A Lucky Dog's Family Has Its Day

Amid tragedy, a happy reunion  



A sad story that ends well serves to demonstrate how certain dogs have a talent for playing a starring role in their people’s lives.

 

So it is with Chile, the “cliff-diving, coyote-fighting stroke survivor,” as his family calls him. Chile is a lucky dog who seems to have defied death literally and figuratively.

 

Longtime Corrales resident Patricia Cervantes thought her dog had died around Christmastime. It came as a devastating blow after the breakup of her 13-year relationship. Her boyfriend Daniel had moved out in September and taken the dog with him—a pedigreed yellow Lab they had gotten together as a puppy, now old and ailing.


“I wanted shared custody,” Cervantes recalls. She kept asking to see the dog, saying her teenage daughters Genia and Teresa missed him, as did his dog-brother Chorizo. But Daniel refused. “He probably thought it was best for me” to move on, she thinks. Eventually he told her the dog had died.
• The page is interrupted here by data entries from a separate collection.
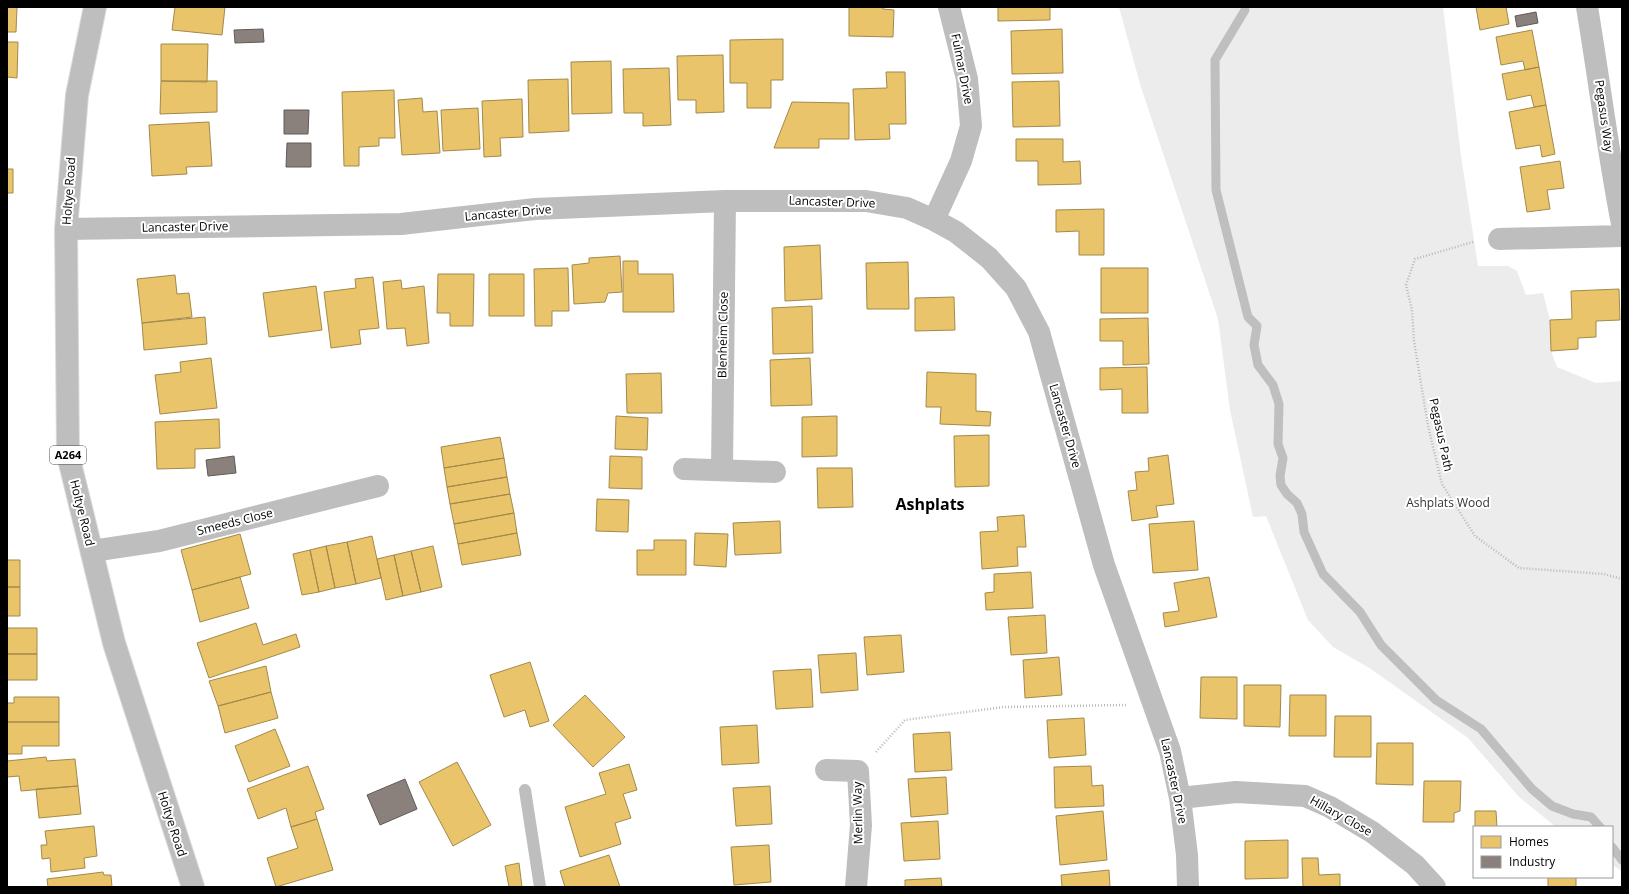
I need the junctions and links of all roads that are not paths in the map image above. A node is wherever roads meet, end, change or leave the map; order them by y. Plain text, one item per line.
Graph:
1 (95, 7) edge
2 (949, 7) edge
3 (1586, 7) edge
4 (725, 201) junction
5 (934, 220) junction
6 (1622, 224) edge
7 (66, 229) junction
8 (1622, 236) edge
9 (1499, 239) road end
10 (684, 469) dead end
11 (722, 470) junction
12 (775, 472) dead end
13 (378, 486) dead end
14 (92, 551) junction
15 (826, 770) dead end
16 (525, 790) dead end
17 (1180, 798) junction
18 (192, 887) edge
19 (540, 887) edge
20 (856, 887) edge
21 (1188, 887) edge
22 (1435, 887) edge

1 - 7 street, Holtye Road / A264
2 - 5 street, Fulmar Drive
3 - 6 street, Pegasus Way
4 - 5 street, Lancaster Drive
4 - 7 street, Lancaster Drive
4 - 11 street, Blenheim Close
5 - 17 street, Lancaster Drive
7 - 14 street, Holtye Road / A264
8 - 9 street
10 - 11 street
11 - 12 street
13 - 14 street, Smeeds Close
14 - 18 street, Holtye Road / A264
15 - 20 street, Merlin Way
16 - 19 lane
17 - 21 street, Lancaster Drive
17 - 22 street, Hillary Close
Patty Cervantes, center, with daughters Genia, left, and Teresa,

was able to reunite with their long lost dog Chile at the
Veterinary Emergency & Specialty Center in Albuquerque.
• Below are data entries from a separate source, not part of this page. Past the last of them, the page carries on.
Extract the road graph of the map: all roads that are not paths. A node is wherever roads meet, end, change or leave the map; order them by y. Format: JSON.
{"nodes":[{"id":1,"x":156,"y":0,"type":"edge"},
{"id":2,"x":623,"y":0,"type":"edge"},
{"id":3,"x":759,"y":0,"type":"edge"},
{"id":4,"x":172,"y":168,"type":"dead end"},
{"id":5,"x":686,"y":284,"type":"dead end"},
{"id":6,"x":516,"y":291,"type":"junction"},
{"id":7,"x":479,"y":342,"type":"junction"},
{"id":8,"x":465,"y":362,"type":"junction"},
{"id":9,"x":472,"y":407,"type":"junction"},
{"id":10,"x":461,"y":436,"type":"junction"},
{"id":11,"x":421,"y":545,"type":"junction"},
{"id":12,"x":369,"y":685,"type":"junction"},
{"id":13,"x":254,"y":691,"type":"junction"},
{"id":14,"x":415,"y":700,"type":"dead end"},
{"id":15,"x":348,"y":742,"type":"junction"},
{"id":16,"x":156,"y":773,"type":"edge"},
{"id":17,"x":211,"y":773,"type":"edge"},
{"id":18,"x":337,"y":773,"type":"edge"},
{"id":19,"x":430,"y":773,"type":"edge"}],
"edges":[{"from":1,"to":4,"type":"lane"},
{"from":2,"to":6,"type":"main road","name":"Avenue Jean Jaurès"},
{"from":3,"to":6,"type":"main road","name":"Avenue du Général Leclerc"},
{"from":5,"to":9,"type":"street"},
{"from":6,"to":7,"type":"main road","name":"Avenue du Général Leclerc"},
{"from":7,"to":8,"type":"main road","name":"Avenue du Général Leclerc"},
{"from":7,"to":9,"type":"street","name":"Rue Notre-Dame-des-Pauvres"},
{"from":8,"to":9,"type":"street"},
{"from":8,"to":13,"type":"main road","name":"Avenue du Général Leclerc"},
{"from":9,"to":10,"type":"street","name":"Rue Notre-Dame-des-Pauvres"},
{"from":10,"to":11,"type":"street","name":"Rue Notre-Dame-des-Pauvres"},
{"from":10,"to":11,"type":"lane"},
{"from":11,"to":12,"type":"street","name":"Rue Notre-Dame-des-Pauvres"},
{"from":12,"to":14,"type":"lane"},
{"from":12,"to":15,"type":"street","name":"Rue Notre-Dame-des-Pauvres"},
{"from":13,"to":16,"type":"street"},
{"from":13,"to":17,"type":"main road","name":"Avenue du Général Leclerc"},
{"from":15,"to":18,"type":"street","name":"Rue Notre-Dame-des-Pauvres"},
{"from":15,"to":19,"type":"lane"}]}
At the end of March, Cervantes got hit with a fresh loss: Daniel himself had died in early February. Reeling from this news more than a month old, she started hunting for information. A neighbor told her that Animal Control had taken away the man’s dogs. “Dogs?” she asked, knowing that Daniel had gotten a companion for Chile.

 

Both she and her sister, Ida Cordova, sprung into action. Cordova quizzed Albuquerque Animal Control, but learned only that the dogs had been adopted. She tried persuading them to let her sister see Chile, “just to have something happy come in her life, because she couldn’t see Daniel again.” Then Cervantes herself called, saying the dog should never have been adopted out, since he was registered with the Village of Corrales and had veterinary records proving he was theirs.

 

Finally she learned that Chile, who had multiple health problems, had been taken to the Veterinary Emergency & Specialty Center in Albuquerque. Cervantes called the hospital, putting to work her experience as a school social worker who needs to extract information. “I lost it,” she admits. “I got mean”—threatening dire consequences if any harm had come to the dog. “I blew up from the overwhelming grief.”

 

From that, a miracle ensued, and a reunion was arranged. It turned out that Chile had been adopted by one of the veterinarians who had a history of caring for him. Giddy with excitement, the family gathered at the hospital in early April. It had been seven months since they had seen Chile.

 

The old dog, prone and panting from a parathyroid tumor, rallied to look around at his long lost family, and even struggled to get up when Cervantes made a motion to go. Everyone spoke at once, remembering his youthful antics and all the times he had defied death: once when he ran straight off the edge of a ravine, another time when he was attacked by coyotes protecting a den.

 

“We called him Gangsta because he got shanked,” chuckles Cervantes, betraying her social milieu at Cleveland High School in Rio Rancho. Last year Chile had a spinal stroke, a type of back injury for which there is no clear cause. He was undergoing treatment at the animal hospital when his owner died.

 

“And he’s still here,” Cervantes said, stroking the old dog’s head. “I just love him so much.”

 

According to the veterinarian who adopted Chile, who asked that her name not be used, Daniel’s family made it very clear that they wanted the dog to stay with her. She had been treating Chile and was wondering about a missed appointment when a neighbor called her in distress to say that Daniel’s beloved dogs had been taken away.

 

Old and ailing, Chile rallies and thumps his tail to see the family

who thought he had died months before.


The vet contacted Animal Control, and she was allowed to foster the dogs and adopt Chile once Daniel’s sister signed a release (the other dog was taken by a family friend). The vet said she promised the family “to do the best I can until the end” to keep Chile comfortable, because an old, sick dog had little chance of being adopted by anyone else. Now Chile gets along famously with her dogs and cats, she says, “especially the deaf, blind Aussie.”

 

“I don’t think he’s ready to go,” she added. There had been talk of putting him down, but each time Chile rallied. He continues to enjoy top-quality care, which Daniel had gone to great lengths to provide, including dialysis after renal failure, as well as acupuncture and physical therapy.

 

“What dog gets acupuncture?” marvels Cervantes. “He’s amazing. He’s such a lucky dog. There’s no way I could have gotten people to give me all the care he’s gotten here.”

 

“Everyone at the hospital loves Chile,” confirms the vet. “He’s a great dog, and he’s been through a lot here.”

 

Cervantes and her daughters seemed greatly relieved to see the dog’s famous fighting spirit, which had led him to “flunk” obedience school several times, according to Genia. “He could be like Marley [of the movie Marley and Me], he’s so stubborn.” “Mom always said Malo went on his own,” she said of the dog that had been Chile’s constant companion. “And Chile would milk it to the very end.”